Как-то мать сидела за кухонным столом и шила.
— На что похож ад? — спросил Ральф.
— Дай свою руку, — велела она, помолчав.
Тот послушался. Он чувствовал жар от кухонной плиты; видел глубокие выбоины на кухонном столе, с которого мать каждый день соскребала все следы пищи. Рука Ральфа была спокойной и доверчивой. Ему было шесть лет.
— На что похож ад?
Он уставился в пронзительные глаза своей матери. Ее рука рассекла душный воздух кухни и глубоко всадила иглу в мягкую часть его руки, у основания большого пальца. Боль пронзила его насквозь, добралась до мозга, однако он не пошевельнулся, а по-прежнему смотрел в яростные неподвижные глаза матери
Она повернула иглу. Он почувствовал, как металл дошел до кости. Кровь загорелась в венах, словно их окунули в заросли крапивы, боль достала до сердца.
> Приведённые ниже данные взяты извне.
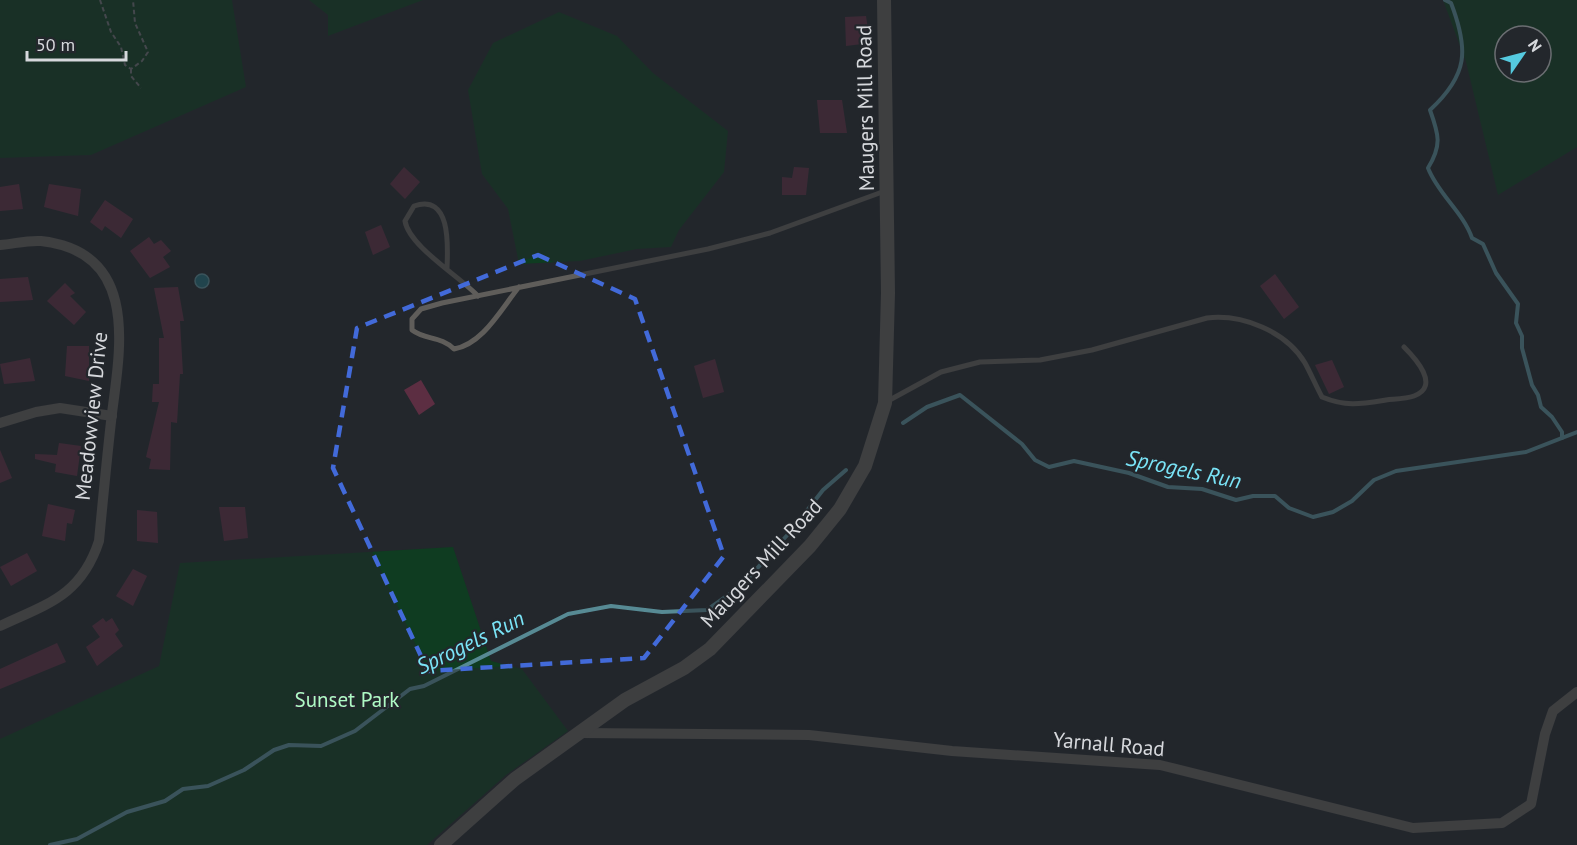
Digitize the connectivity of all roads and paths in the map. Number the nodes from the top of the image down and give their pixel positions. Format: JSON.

Ее голос был спокойным, любящим, ничуть не разгневанным.
— Вот на что похож ад, сынок. И так будет всегда Вечно.
Глядя ему в глаза, она выдернула иглу из его кисти и вытерла о передник, который снимала, только когда отправлялась в церковь. Ральф не заплакал, и они никогда больше об этом не говорили. Он не рассказывал об этом случае ни отцу, ни брату, никому. Но не забыл и не простил.
— Боль в аду никогда не проходит. Даже на секунду. Она длится вечно.
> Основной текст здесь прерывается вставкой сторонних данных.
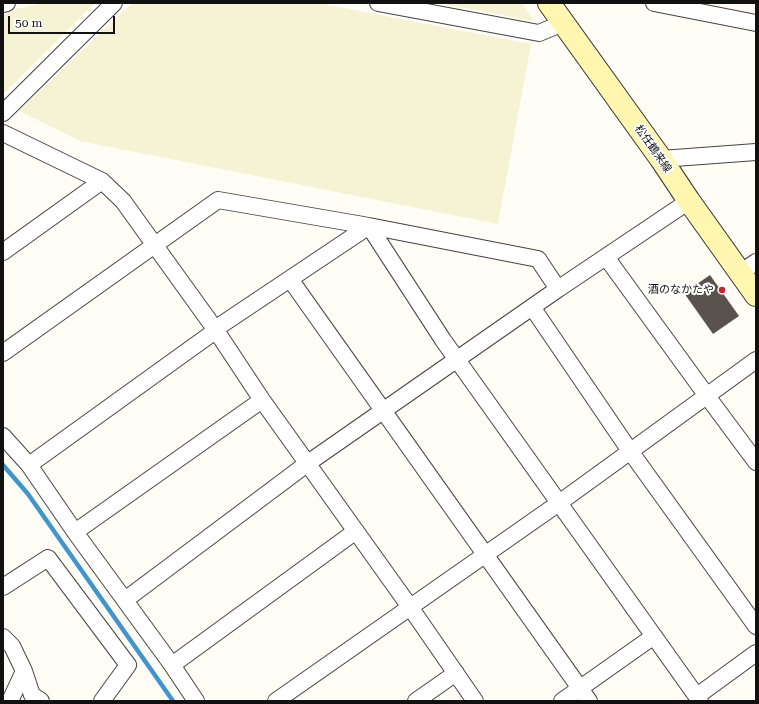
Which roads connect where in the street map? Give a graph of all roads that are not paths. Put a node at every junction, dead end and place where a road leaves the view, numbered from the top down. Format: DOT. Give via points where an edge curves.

Он не забыл, потому что знал: мать права. Неизвестно, что случилось с его верой после того вечера, но в тело попала инфекция. Рука распухла, и только когда из раны вышел желтый гной, стало легче. Сначала шрам сделался фиолетовым, потом посветлел, и осталось крошечное пятнышко, которое мог разглядеть только он. Ральф знал: мать права, но с того вечера он никогда, ни на одну секунду не переставал ее ненавидеть.
Спустя годы, когда он покидал дом и уезжал в колледж, она сказала ему:
— Ты родился нехорошим ребенком, таким нехорошим, что я целый год не брала тебя на руки. Из тебя выйдет ужасный взрослый. Таким ты родился, таким умрешь.
Она развернулась и захлопнула дверь, бросив его Он стоял с новым кожаным портфелем и удивлялся: откуда ей все о нем известно, ведь ее слова — правда.
На улице он видел женщин, они не походили на его мать. Из высоких воротников платьев, как сливочные фонтаны, поднимались грациозные шеи. Их юбки пахли железом, гарным маслом и тальком. Когда со своим отцом он шел по городу и эти женщины брали его за руку или подбородок, его пронзало электрическим током, напоминавшим, но и сильно отличавшимся от боли, доставленной материнской иглой. В этой боли была странная сладость, и, хотя ему было только семь или восемь лет, его обдавало жаром, он чувствовал себя беспомощным перед любой женщиной. Он не понимал, откуда эти эмоции и что с ними делать, но страстно желал их.
Знакомые девочки, с которыми ему позволяли поболтать, отличались от тех женщин. Однажды он притронулся к пальцу дочки соседа. Она была старше его, и вдруг что-то защекотало у него в паху, Он быстро отдернул руку. У девочек его возраста кожа была не цвета сливок, а цвета молока, и аромат от них исходил цветочный, без металлического оттенка. Их близость делала сладкие ощущения более острыми. Пряная сладость сжигала сердце. По ночам в постели он целовал собственные предплечья, представляя, что целует одну из женщин, с которыми общался отец.
Во сне, как и сейчас во время лихорадки, женщины заключали его в свои объятия. Он никогда с ними не разлучался. Сидел ли в церкви, бежал ли по школьному двору с другими мальчиками — каждое мгновение осознавал, где они стоят, чувствовал, смотрят ли в его сторону.
Он никогда это не обсуждал. Ни с братом, ни с отцом. Но ему казалось, что они тоже посвящены. Даже когда мать читала длинные пассажи из Библии, которые им приходилось терпеть каждое утро и вечер, он знал, что его отец и брат понимают, как и он, о чем на самом деле идет речь в Писании.
Там говорится, как зародился мир, о желании мужчины, о том, что в крови каждого мужчины бежит змеиный яд, и он не может забыться ни на работе, ни во сне, а только в объятиях женщины.
Похоть. Эта похоть — его грех, так что ад навечно станет его единственным домом. Он будет кричать о своей приглушенной похоти, пока не заболит горло. Он устал по десять раз на дню обнаруживать свои руки в штанах. После этого он испытывал острую боль материнской иглы. Такую жестокую, что пот выступал на лбу, ладони становились липкими, а поясница — мокрой. Боль от паха поднималась и бежала по венам, как в тот первый раз. И чем чаще это случалось, тем больше он ненавидел Бога.